---- SOURCE DATA

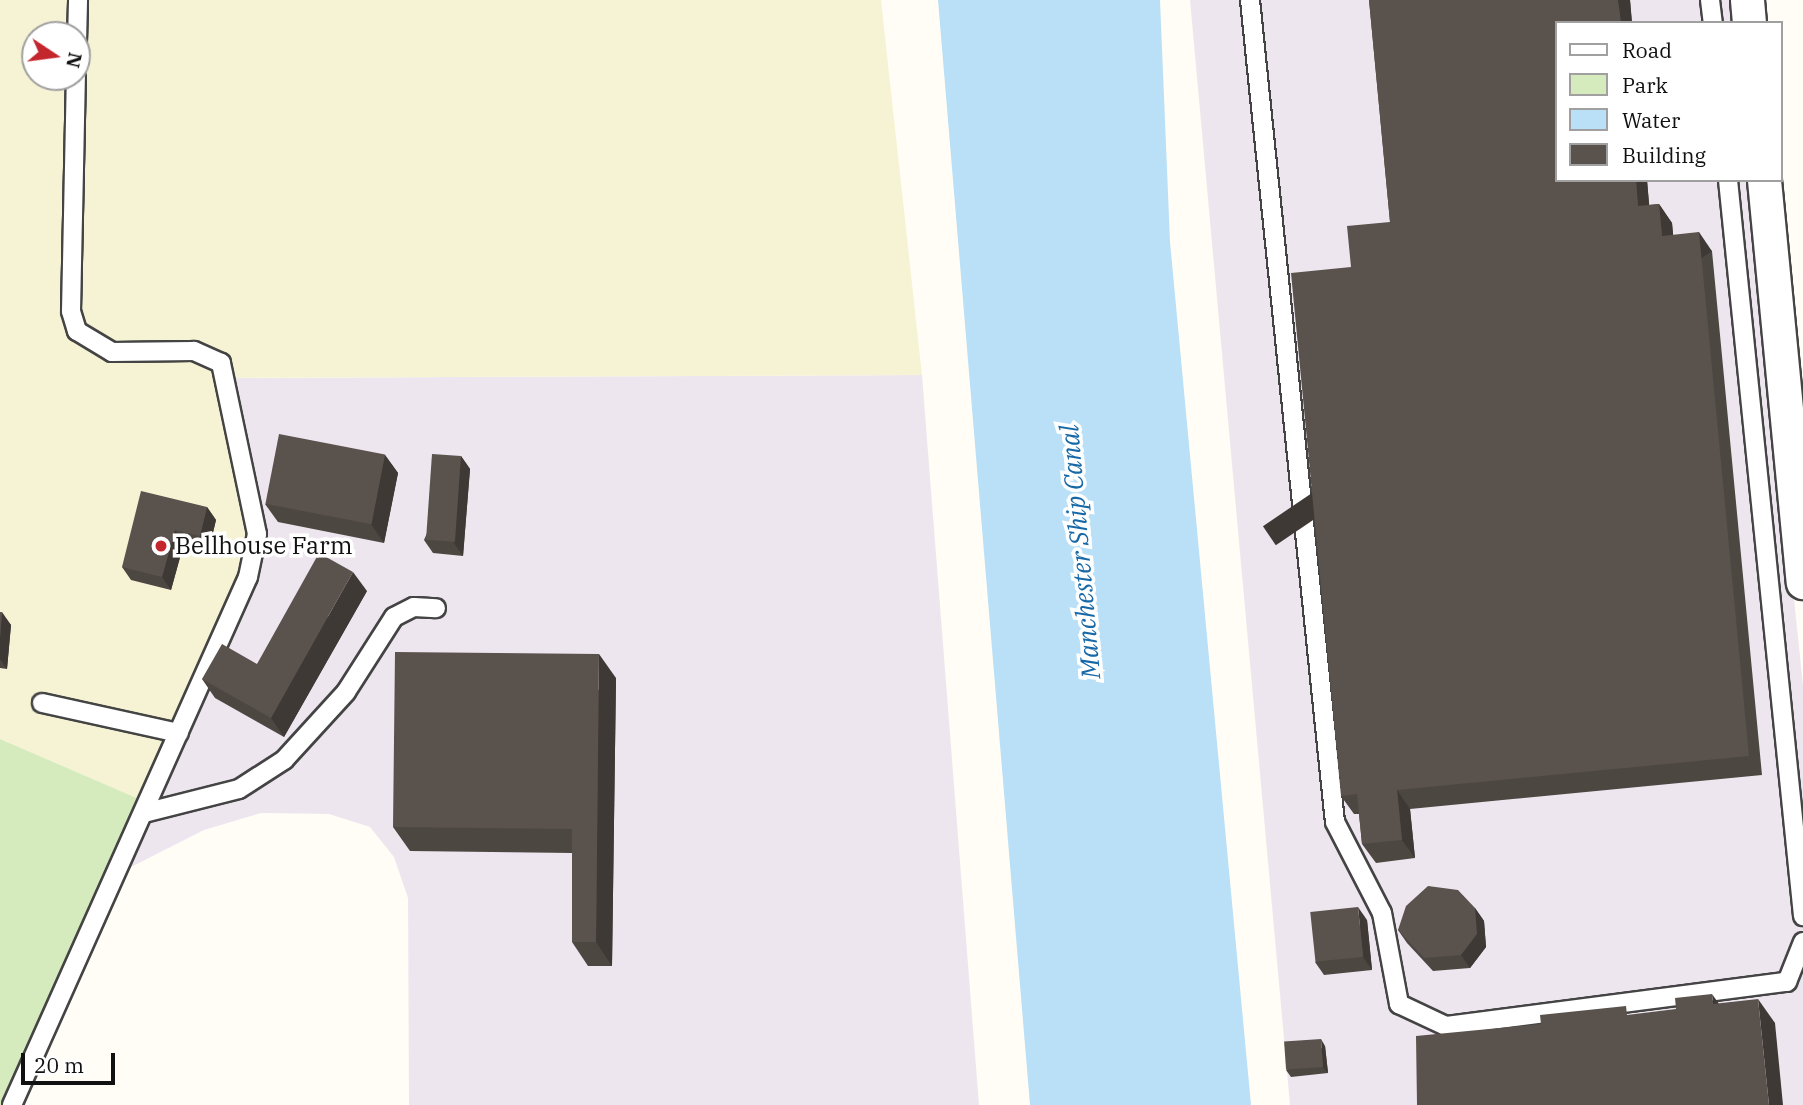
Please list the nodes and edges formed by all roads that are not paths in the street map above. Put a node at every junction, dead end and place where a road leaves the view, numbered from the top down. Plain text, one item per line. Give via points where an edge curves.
1 (78, 0) edge
2 (1250, 0) edge
3 (1710, 0) edge
4 (1747, 0) edge
5 (78, 21) edge
6 (1713, 21) edge
7 (1749, 21) edge
8 (76, 91) edge
9 (1728, 182) edge
10 (1764, 182) edge
11 (1803, 582) edge
12 (436, 608) dead end
13 (42, 703) dead end
14 (179, 733) junction
15 (144, 813) junction
16 (1803, 916) edge
17 (1803, 943) edge
18 (12, 1105) edge

1 - 5 lane
2 - 17 lane via 1335,822 1382,913 1399,1004 1446,1027 1787,982
3 - 6 lane
4 - 7 street
8 - 14 lane via 71,311 77,331 111,352 194,351 221,363 257,534 248,577
9 - 16 lane
10 - 11 street
12 - 15 lane via 414,607 394,617 346,692 284,760 239,789
13 - 14 lane
14 - 15 lane
15 - 18 lane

--------

TASK PROMPT >> Keep every word of the records and none of the pictures when you print them again.

FINISHED EXERCISE >>
Please list the nodes and edges formed by all roads that are not paths in the street map above. Put a node at every junction, dead end and place where a road leaves the view, numbered from the top down. Plain text, one item per line. Give via points where an edge curves.
1 (78, 0) edge
2 (1250, 0) edge
3 (1710, 0) edge
4 (1747, 0) edge
5 (78, 21) edge
6 (1713, 21) edge
7 (1749, 21) edge
8 (76, 91) edge
9 (1728, 182) edge
10 (1764, 182) edge
11 (1803, 582) edge
12 (436, 608) dead end
13 (42, 703) dead end
14 (179, 733) junction
15 (144, 813) junction
16 (1803, 916) edge
17 (1803, 943) edge
18 (12, 1105) edge

1 - 5 lane
2 - 17 lane via 1335,822 1382,913 1399,1004 1446,1027 1787,982
3 - 6 lane
4 - 7 street
8 - 14 lane via 71,311 77,331 111,352 194,351 221,363 257,534 248,577
9 - 16 lane
10 - 11 street
12 - 15 lane via 414,607 394,617 346,692 284,760 239,789
13 - 14 lane
14 - 15 lane
15 - 18 lane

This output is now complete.